Ripple Labs has officially filed a Form C appeal with the U.S. Court of Appeals for the Second Circuit, disputing a recent Securities and Exchange Commission (SEC) ruling on institutional XRP sales. This legal move contests the $125 million penalty imposed by the U.S. District Court for the Southern District of New York, arguing that XRP transactions do not meet the legal criteria for securities.
Ripple’s appeal challenges the application of the Howey Test—a legal standard used to identify investment contracts in securities cases. Ripple’s Chief Legal Officer, Stuart Alderoty, shared that the appeal argues the district court misinterpreted “investment contracts” as per the 1933 Securities Act. Ripple asserts that their institutional XRP sales:
Do not include any post-sale obligations to investors.
Lack a structure where profits are guaranteed by Ripple’s ongoing actions.
Ripple contends these omissions disqualify XRP sales from being securities transactions. This central argument questions the court’s finding that Ripple’s institutional sales constituted an “investment of money” in a “common enterprise,” criteria for securities under the Howey Test. Ripple Labs argues that, since XRP operates in a decentralized ecosystem, investor returns are not tied to Ripple’s performance alone.

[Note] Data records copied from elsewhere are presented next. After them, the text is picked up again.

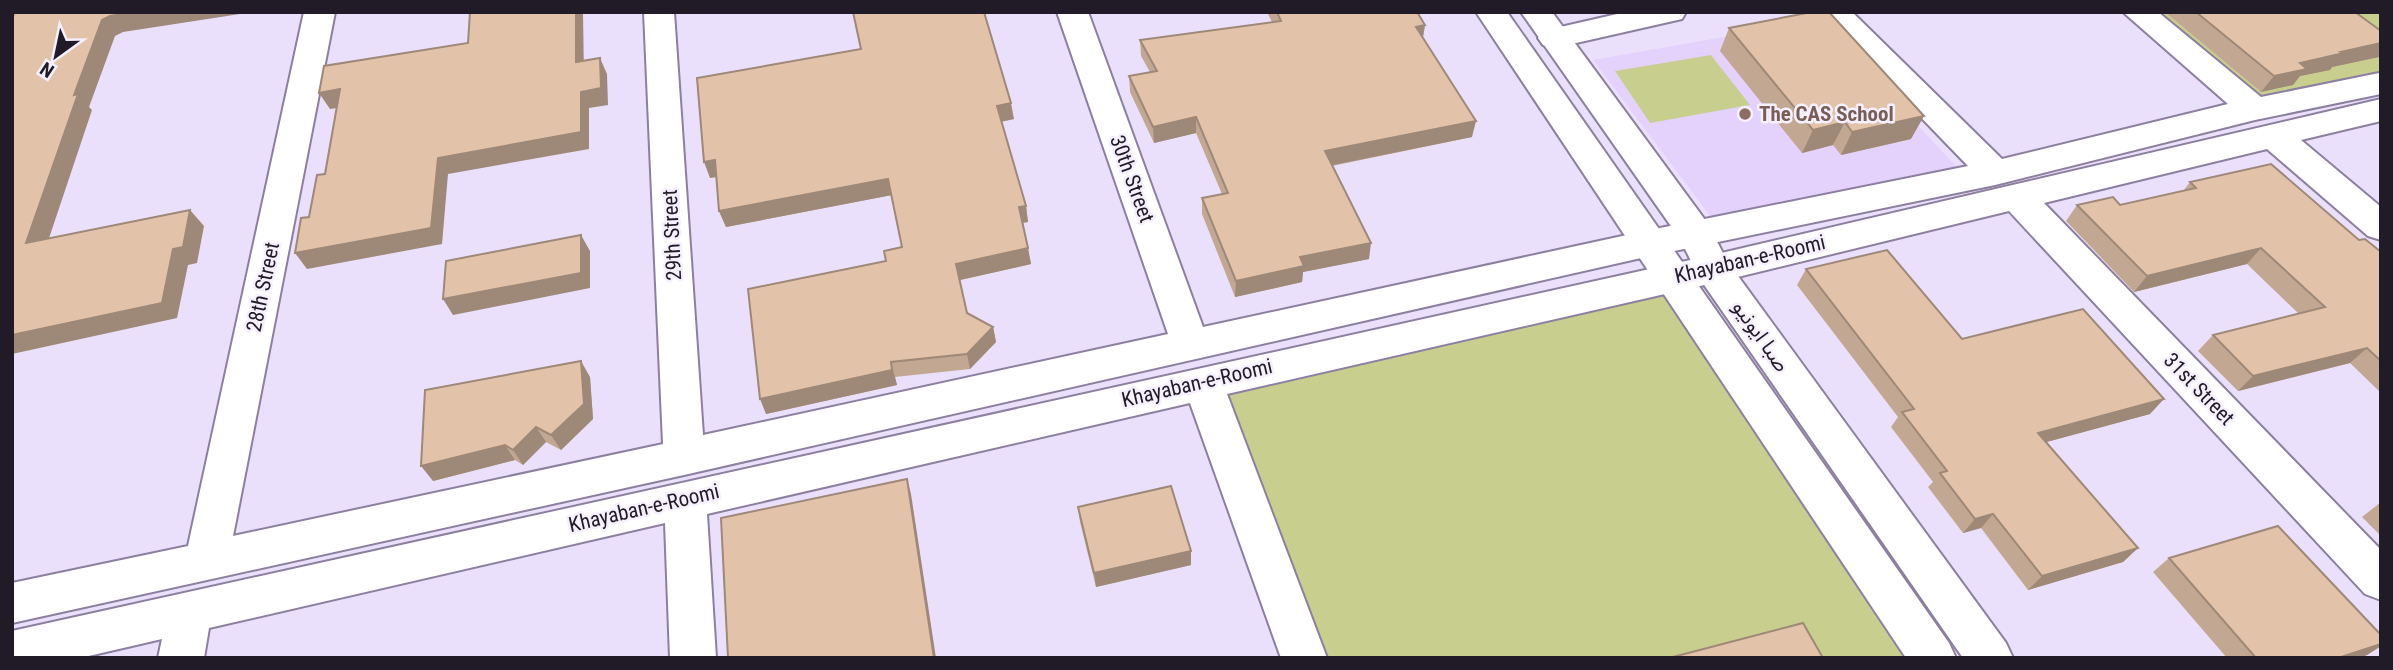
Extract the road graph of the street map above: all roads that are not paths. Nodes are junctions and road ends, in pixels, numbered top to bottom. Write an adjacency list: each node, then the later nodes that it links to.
1 (320, 12): 23 (street, 28th Street)
2 (659, 12): 19 (street, 29th Street)
3 (1072, 12): 18 (street, 30th Street)
4 (1491, 12): 15 (street, صبا ایونیو)
5 (1671, 12): 8 (street)
6 (1834, 12): 12 (street, 31st Street)
7 (2138, 12): 11 (street)
8 (1551, 24): 14 (street, صبا ایونیو)
9 (2381, 83): 11 (street, Khayaban-e-Roomi)
10 (2381, 110): 11 (street, Khayaban-e-Roomi)
11 (2264, 122): 12 (street, Khayaban-e-Roomi); 13 (street)
12 (2006, 185): 14 (street, Khayaban-e-Roomi); 16 (street, Khayaban-e-Roomi); 25 (street, 31st Street)
13 (2381, 227)
14 (1703, 232): 15 (street, Khayaban-e-Roomi); 16 (street, صبا ایونیو)
15 (1650, 243): 17 (street, صبا ایونیو); 18 (street, Khayaban-e-Roomi)
16 (1713, 269): 17 (street, Khayaban-e-Roomi); 33 (street, صبا ایونیو)
17 (1673, 277): 18 (street, Khayaban-e-Roomi); 32 (street, صبا ایونیو)
18 (1197, 364): 19 (street, Khayaban-e-Roomi); 31 (street, 30th Street)
19 (685, 478): 20 (street, Khayaban-e-Roomi); 22 (street, Khayaban-e-Roomi); 30 (street, 29th Street)
20 (476, 503): 21 (street, Khayaban-e-Roomi); 22 (street)
21 (406, 519): 23 (street, Khayaban-e-Roomi); 24 (street)
22 (481, 545): 24 (street, Khayaban-e-Roomi)
23 (206, 562): 26 (street, Khayaban-e-Roomi)
24 (400, 564): 27 (street, Khayaban-e-Roomi)
25 (2381, 580)
26 (12, 603)
27 (191, 611): 28 (street, Khayaban-e-Roomi); 29 (street)
28 (12, 652)
29 (181, 658)
30 (693, 658)
31 (1304, 658)
32 (1933, 658)
33 (1990, 658)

Another significant element of Ripple’s appeal is its “fair notice” defense, asserting the SEC did not provide sufficient regulatory clarity before pursuing legal action. Ripple argues that the SEC’s enforcement approach lacked transparency, depriving companies of the opportunity to avoid infringement. Pro-XRP attorney Jeremy Hogan noted that a successful fair notice defense in Ripple’s case could set a strong precedent, potentially limiting the SEC’s enforcement authority over digital assets.
Ripple’s legal team seeks a de novo review of the case, which allows the appeals court to reconsider the district court’s interpretations without deferring to previous findings.

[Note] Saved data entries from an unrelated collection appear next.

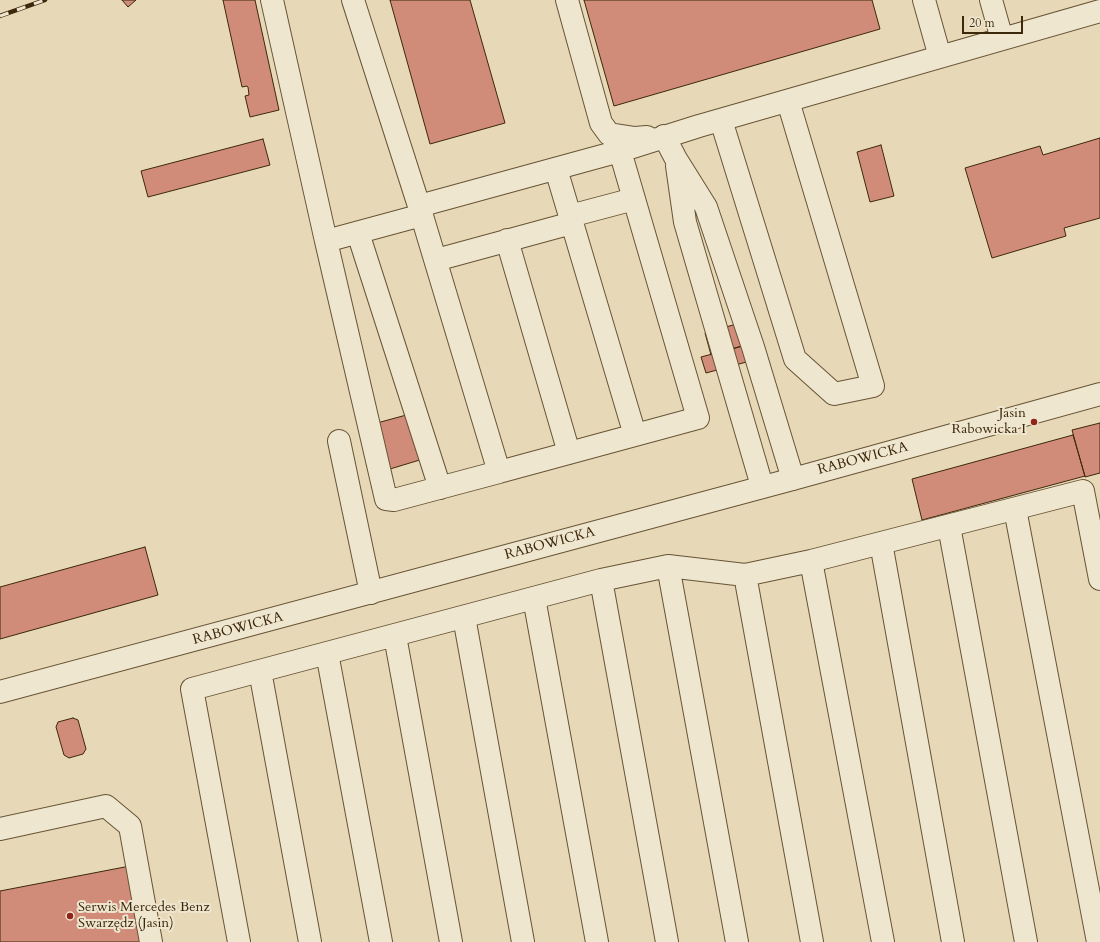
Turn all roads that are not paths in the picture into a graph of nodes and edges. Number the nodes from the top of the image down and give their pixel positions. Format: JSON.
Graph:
{"nodes":[{"id":1,"x":272,"y":0,"type":"edge"},
{"id":2,"x":352,"y":0,"type":"edge"},
{"id":3,"x":567,"y":0,"type":"edge"},
{"id":4,"x":924,"y":0,"type":"edge"},
{"id":5,"x":991,"y":0,"type":"edge"},
{"id":6,"x":1100,"y":11,"type":"edge"},
{"id":7,"x":1002,"y":39,"type":"junction"},
{"id":8,"x":940,"y":57,"type":"junction"},
{"id":9,"x":788,"y":100,"type":"junction"},
{"id":10,"x":721,"y":120,"type":"junction"},
{"id":11,"x":664,"y":136,"type":"junction"},
{"id":12,"x":620,"y":151,"type":"junction"},
{"id":13,"x":676,"y":159,"type":"junction"},
{"id":14,"x":556,"y":169,"type":"junction"},
{"id":15,"x":634,"y":199,"type":"junction"},
{"id":16,"x":421,"y":211,"type":"junction"},
{"id":17,"x":571,"y":220,"type":"junction"},
{"id":18,"x":358,"y":232,"type":"junction"},
{"id":19,"x":507,"y":240,"type":"junction"},
{"id":20,"x":326,"y":241,"type":"junction"},
{"id":21,"x":436,"y":260,"type":"junction"},
{"id":22,"x":1100,"y":394,"type":"edge"},
{"id":23,"x":634,"y":435,"type":"junction"},
{"id":24,"x":339,"y":441,"type":"dead end"},
{"id":25,"x":569,"y":453,"type":"junction"},
{"id":26,"x":499,"y":472,"type":"junction"},
{"id":27,"x":793,"y":479,"type":"junction"},
{"id":28,"x":762,"y":486,"type":"junction"},
{"id":29,"x":440,"y":488,"type":"junction"},
{"id":30,"x":1091,"y":490,"type":"edge"},
{"id":31,"x":1015,"y":509,"type":"junction"},
{"id":32,"x":949,"y":526,"type":"junction"},
{"id":33,"x":880,"y":543,"type":"junction"},
{"id":34,"x":811,"y":561,"type":"junction"},
{"id":35,"x":668,"y":566,"type":"junction"},
{"id":36,"x":745,"y":575,"type":"junction"},
{"id":37,"x":1100,"y":578,"type":"edge"},
{"id":38,"x":601,"y":580,"type":"junction"},
{"id":39,"x":371,"y":593,"type":"junction"},
{"id":40,"x":534,"y":598,"type":"junction"},
{"id":41,"x":464,"y":617,"type":"junction"},
{"id":42,"x":395,"y":636,"type":"junction"},
{"id":43,"x":327,"y":653,"type":"junction"},
{"id":44,"x":260,"y":671,"type":"junction"},
{"id":45,"x":0,"y":692,"type":"edge"},
{"id":46,"x":0,"y":829,"type":"edge"},
{"id":47,"x":151,"y":942,"type":"edge"},
{"id":48,"x":239,"y":942,"type":"edge"},
{"id":49,"x":310,"y":942,"type":"edge"},
{"id":50,"x":381,"y":942,"type":"edge"},
{"id":51,"x":451,"y":942,"type":"edge"},
{"id":52,"x":523,"y":942,"type":"edge"},
{"id":53,"x":597,"y":942,"type":"edge"},
{"id":54,"x":667,"y":942,"type":"edge"},
{"id":55,"x":737,"y":942,"type":"edge"},
{"id":56,"x":812,"y":942,"type":"edge"},
{"id":57,"x":883,"y":942,"type":"edge"},
{"id":58,"x":953,"y":942,"type":"edge"},
{"id":59,"x":1026,"y":942,"type":"edge"},
{"id":60,"x":1098,"y":942,"type":"edge"}],
"edges":[{"from":1,"to":20,"type":"street"},
{"from":2,"to":16,"type":"street"},
{"from":3,"to":11,"type":"street"},
{"from":4,"to":8,"type":"street"},
{"from":5,"to":7,"type":"street"},
{"from":6,"to":7,"type":"street"},
{"from":7,"to":8,"type":"street"},
{"from":8,"to":9,"type":"street"},
{"from":9,"to":10,"type":"street"},
{"from":9,"to":10,"type":"street"},
{"from":10,"to":11,"type":"street"},
{"from":11,"to":12,"type":"street"},
{"from":11,"to":13,"type":"street"},
{"from":12,"to":14,"type":"street"},
{"from":12,"to":15,"type":"street"},
{"from":13,"to":27,"type":"street"},
{"from":13,"to":28,"type":"street"},
{"from":14,"to":16,"type":"street"},
{"from":14,"to":17,"type":"street"},
{"from":15,"to":17,"type":"street"},
{"from":15,"to":23,"type":"street"},
{"from":16,"to":18,"type":"street"},
{"from":16,"to":21,"type":"street"},
{"from":17,"to":19,"type":"street"},
{"from":17,"to":23,"type":"street"},
{"from":18,"to":20,"type":"street"},
{"from":18,"to":29,"type":"street"},
{"from":19,"to":21,"type":"street"},
{"from":19,"to":25,"type":"street"},
{"from":20,"to":29,"type":"street"},
{"from":21,"to":26,"type":"street"},
{"from":22,"to":27,"type":"street","name":"RABOWICKA"},
{"from":23,"to":25,"type":"street"},
{"from":24,"to":39,"type":"street"},
{"from":25,"to":26,"type":"street"},
{"from":26,"to":29,"type":"street"},
{"from":27,"to":28,"type":"street","name":"RABOWICKA"},
{"from":28,"to":39,"type":"street","name":"RABOWICKA"},
{"from":30,"to":31,"type":"street"},
{"from":30,"to":37,"type":"street"},
{"from":31,"to":32,"type":"street"},
{"from":31,"to":60,"type":"street"},
{"from":32,"to":33,"type":"street"},
{"from":32,"to":59,"type":"street"},
{"from":33,"to":34,"type":"street"},
{"from":33,"to":58,"type":"street"},
{"from":34,"to":36,"type":"street"},
{"from":34,"to":57,"type":"street"},
{"from":35,"to":36,"type":"street"},
{"from":35,"to":38,"type":"street"},
{"from":35,"to":55,"type":"street"},
{"from":36,"to":56,"type":"street"},
{"from":38,"to":40,"type":"street"},
{"from":38,"to":54,"type":"street"},
{"from":39,"to":45,"type":"street","name":"RABOWICKA"},
{"from":40,"to":41,"type":"street"},
{"from":40,"to":53,"type":"street"},
{"from":41,"to":42,"type":"street"},
{"from":41,"to":52,"type":"street"},
{"from":42,"to":43,"type":"street"},
{"from":42,"to":51,"type":"street"},
{"from":43,"to":44,"type":"street"},
{"from":43,"to":50,"type":"street"},
{"from":44,"to":48,"type":"street"},
{"from":44,"to":49,"type":"street"},
{"from":46,"to":47,"type":"street"}]}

The company also contests a court injunction requiring Ripple to “follow the law,” describing it as too vague for practical compliance.
Ripple’s case holds substantial influence over the regulatory landscape for digital assets, with implications for how investment contracts may be classified. Ripple has also attracted heightened interest in XRP, particularly from asset managers exploring XRP-backed ETFs. Meanwhile, the SEC’s appeal continues in parallel, with its focus on XRP programmatic sales and Ripple executives’ alleged unregistered sales.
The upcoming court decision will clarify the SEC’s authority over crypto transactions, potentially shaping the future of digital asset regulation.